■ **Your assignment**
Return every line of the data below exactly, but do not include the images.

■ **Collected data entries**
BEGIN
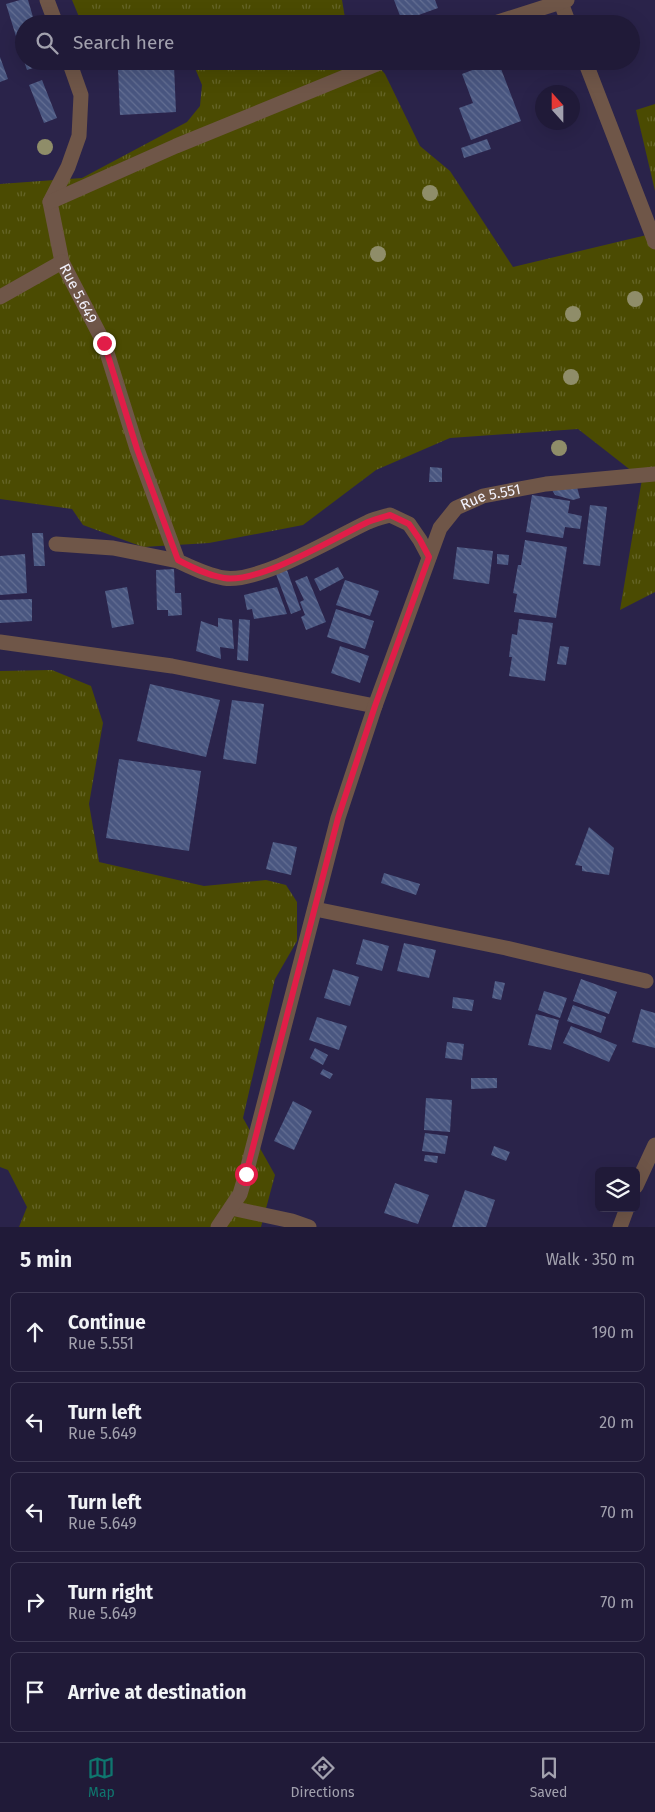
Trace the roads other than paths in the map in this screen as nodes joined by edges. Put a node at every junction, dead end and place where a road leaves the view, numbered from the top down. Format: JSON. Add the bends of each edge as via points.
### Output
{"nodes":[{"id":1,"x":47,"y":0,"type":"edge"},
{"id":2,"x":563,"y":1,"type":"edge"},
{"id":3,"x":53,"y":15,"type":"edge"},
{"id":4,"x":520,"y":15,"type":"edge"},
{"id":5,"x":567,"y":15,"type":"edge"},
{"id":6,"x":72,"y":70,"type":"edge"},
{"id":7,"x":362,"y":70,"type":"edge"},
{"id":8,"x":589,"y":70,"type":"edge"},
{"id":9,"x":50,"y":202,"type":"junction"},
{"id":10,"x":650,"y":211,"type":"edge"},
{"id":11,"x":655,"y":242,"type":"edge"},
{"id":12,"x":62,"y":262,"type":"junction"},
{"id":13,"x":0,"y":297,"type":"edge"},
{"id":14,"x":655,"y":474,"type":"edge"},
{"id":15,"x":56,"y":544,"type":"dead end"},
{"id":16,"x":429,"y":557,"type":"junction"},
{"id":17,"x":178,"y":560,"type":"junction"},
{"id":18,"x":0,"y":642,"type":"edge"},
{"id":19,"x":375,"y":706,"type":"junction"},
{"id":20,"x":315,"y":909,"type":"junction"},
{"id":21,"x":646,"y":981,"type":"dead end"},
{"id":22,"x":655,"y":1145,"type":"edge"},
{"id":23,"x":640,"y":1177,"type":"edge"},
{"id":24,"x":231,"y":1208,"type":"junction"},
{"id":25,"x":626,"y":1212,"type":"edge"},
{"id":26,"x":292,"y":1224,"type":"edge"},
{"id":27,"x":218,"y":1227,"type":"edge"},
{"id":28,"x":309,"y":1227,"type":"edge"},
{"id":29,"x":620,"y":1227,"type":"edge"}],
"edges":[{"from":1,"to":3,"type":"street"},
{"from":2,"to":4,"type":"street"},
{"from":2,"to":5,"type":"street"},
{"from":6,"to":9,"type":"street","via":[[81,95],[79,136]]},
{"from":7,"to":9,"type":"street","via":[[185,142]]},
{"from":8,"to":10,"type":"street"},
{"from":9,"to":12,"type":"street","name":"Rue 5.649"},
{"from":10,"to":11,"type":"street"},
{"from":12,"to":13,"type":"street"},
{"from":12,"to":17,"type":"street","name":"Rue 5.649","via":[[104,343],[137,449]]},
{"from":14,"to":16,"type":"street","name":"Rue 5.551","via":[[546,484],[483,496],[456,508],[440,528]]},
{"from":15,"to":17,"type":"street","via":[[113,548]]},
{"from":16,"to":17,"type":"street","via":[[409,524],[390,515],[249,576],[226,579],[200,572]]},
{"from":16,"to":19,"type":"street","name":"Rue 5.551"},
{"from":18,"to":19,"type":"street","via":[[172,666]]},
{"from":19,"to":20,"type":"street","name":"Rue 5.551","via":[[338,818]]},
{"from":20,"to":21,"type":"street"},
{"from":20,"to":24,"type":"street","name":"Rue 5.551","via":[[246,1174],[240,1194]]},
{"from":22,"to":23,"type":"street"},
{"from":24,"to":26,"type":"street"},
{"from":24,"to":27,"type":"street","name":"Rue 5.551"},
{"from":25,"to":29,"type":"street"},
{"from":26,"to":28,"type":"street"}]}
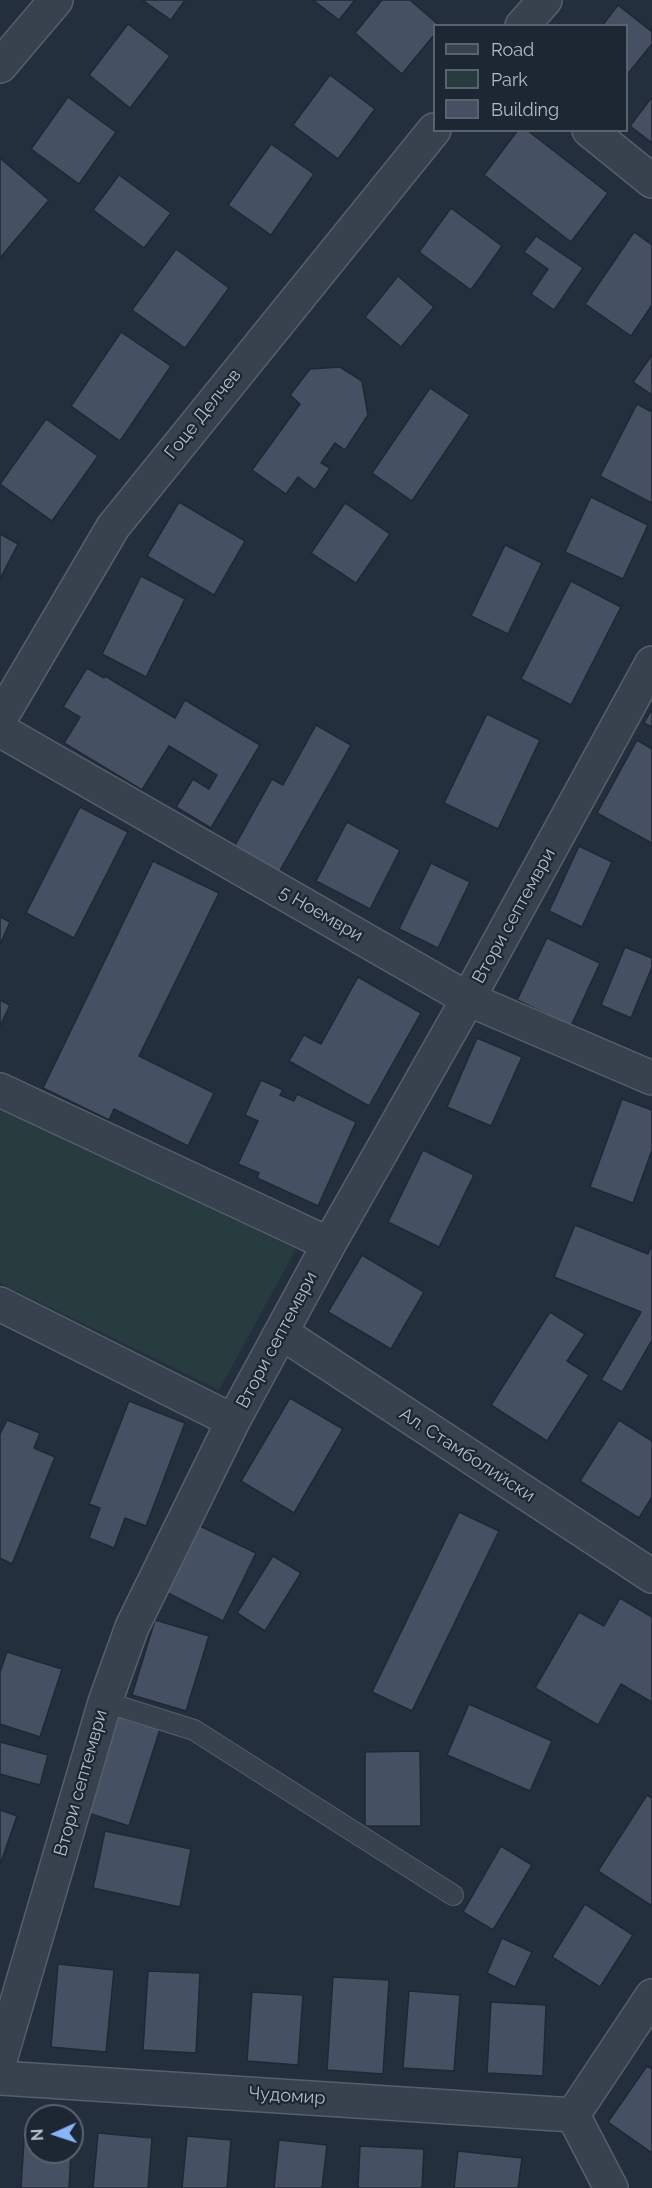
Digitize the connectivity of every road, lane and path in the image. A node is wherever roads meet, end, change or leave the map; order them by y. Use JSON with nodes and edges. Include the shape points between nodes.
END
■ **Answer to the exercise**
Trace the roads other than paths in the map in this screen as nodes joined by edges. Put a node at every junction, dead end and place where a road leaves the view, numbered from the top down. Format: JSON. Add the bends of each edge as via points.
### Output
{"nodes":[{"id":1,"x":47,"y":0,"type":"edge"},
{"id":2,"x":563,"y":1,"type":"edge"},
{"id":3,"x":53,"y":15,"type":"edge"},
{"id":4,"x":520,"y":15,"type":"edge"},
{"id":5,"x":567,"y":15,"type":"edge"},
{"id":6,"x":72,"y":70,"type":"edge"},
{"id":7,"x":362,"y":70,"type":"edge"},
{"id":8,"x":589,"y":70,"type":"edge"},
{"id":9,"x":50,"y":202,"type":"junction"},
{"id":10,"x":650,"y":211,"type":"edge"},
{"id":11,"x":655,"y":242,"type":"edge"},
{"id":12,"x":62,"y":262,"type":"junction"},
{"id":13,"x":0,"y":297,"type":"edge"},
{"id":14,"x":655,"y":474,"type":"edge"},
{"id":15,"x":56,"y":544,"type":"dead end"},
{"id":16,"x":429,"y":557,"type":"junction"},
{"id":17,"x":178,"y":560,"type":"junction"},
{"id":18,"x":0,"y":642,"type":"edge"},
{"id":19,"x":375,"y":706,"type":"junction"},
{"id":20,"x":315,"y":909,"type":"junction"},
{"id":21,"x":646,"y":981,"type":"dead end"},
{"id":22,"x":655,"y":1145,"type":"edge"},
{"id":23,"x":640,"y":1177,"type":"edge"},
{"id":24,"x":231,"y":1208,"type":"junction"},
{"id":25,"x":626,"y":1212,"type":"edge"},
{"id":26,"x":292,"y":1224,"type":"edge"},
{"id":27,"x":218,"y":1227,"type":"edge"},
{"id":28,"x":309,"y":1227,"type":"edge"},
{"id":29,"x":620,"y":1227,"type":"edge"}],
"edges":[{"from":1,"to":3,"type":"street"},
{"from":2,"to":4,"type":"street"},
{"from":2,"to":5,"type":"street"},
{"from":6,"to":9,"type":"street","via":[[81,95],[79,136]]},
{"from":7,"to":9,"type":"street","via":[[185,142]]},
{"from":8,"to":10,"type":"street"},
{"from":9,"to":12,"type":"street","name":"Rue 5.649"},
{"from":10,"to":11,"type":"street"},
{"from":12,"to":13,"type":"street"},
{"from":12,"to":17,"type":"street","name":"Rue 5.649","via":[[104,343],[137,449]]},
{"from":14,"to":16,"type":"street","name":"Rue 5.551","via":[[546,484],[483,496],[456,508],[440,528]]},
{"from":15,"to":17,"type":"street","via":[[113,548]]},
{"from":16,"to":17,"type":"street","via":[[409,524],[390,515],[249,576],[226,579],[200,572]]},
{"from":16,"to":19,"type":"street","name":"Rue 5.551"},
{"from":18,"to":19,"type":"street","via":[[172,666]]},
{"from":19,"to":20,"type":"street","name":"Rue 5.551","via":[[338,818]]},
{"from":20,"to":21,"type":"street"},
{"from":20,"to":24,"type":"street","name":"Rue 5.551","via":[[246,1174],[240,1194]]},
{"from":22,"to":23,"type":"street"},
{"from":24,"to":26,"type":"street"},
{"from":24,"to":27,"type":"street","name":"Rue 5.551"},
{"from":25,"to":29,"type":"street"},
{"from":26,"to":28,"type":"street"}]}
Digitize the connectivity of every road, lane and path in the image. A node is wherever roads meet, end, change or leave the map; order them by y. Use JSON with nodes and edges. Include the shape points between nodes.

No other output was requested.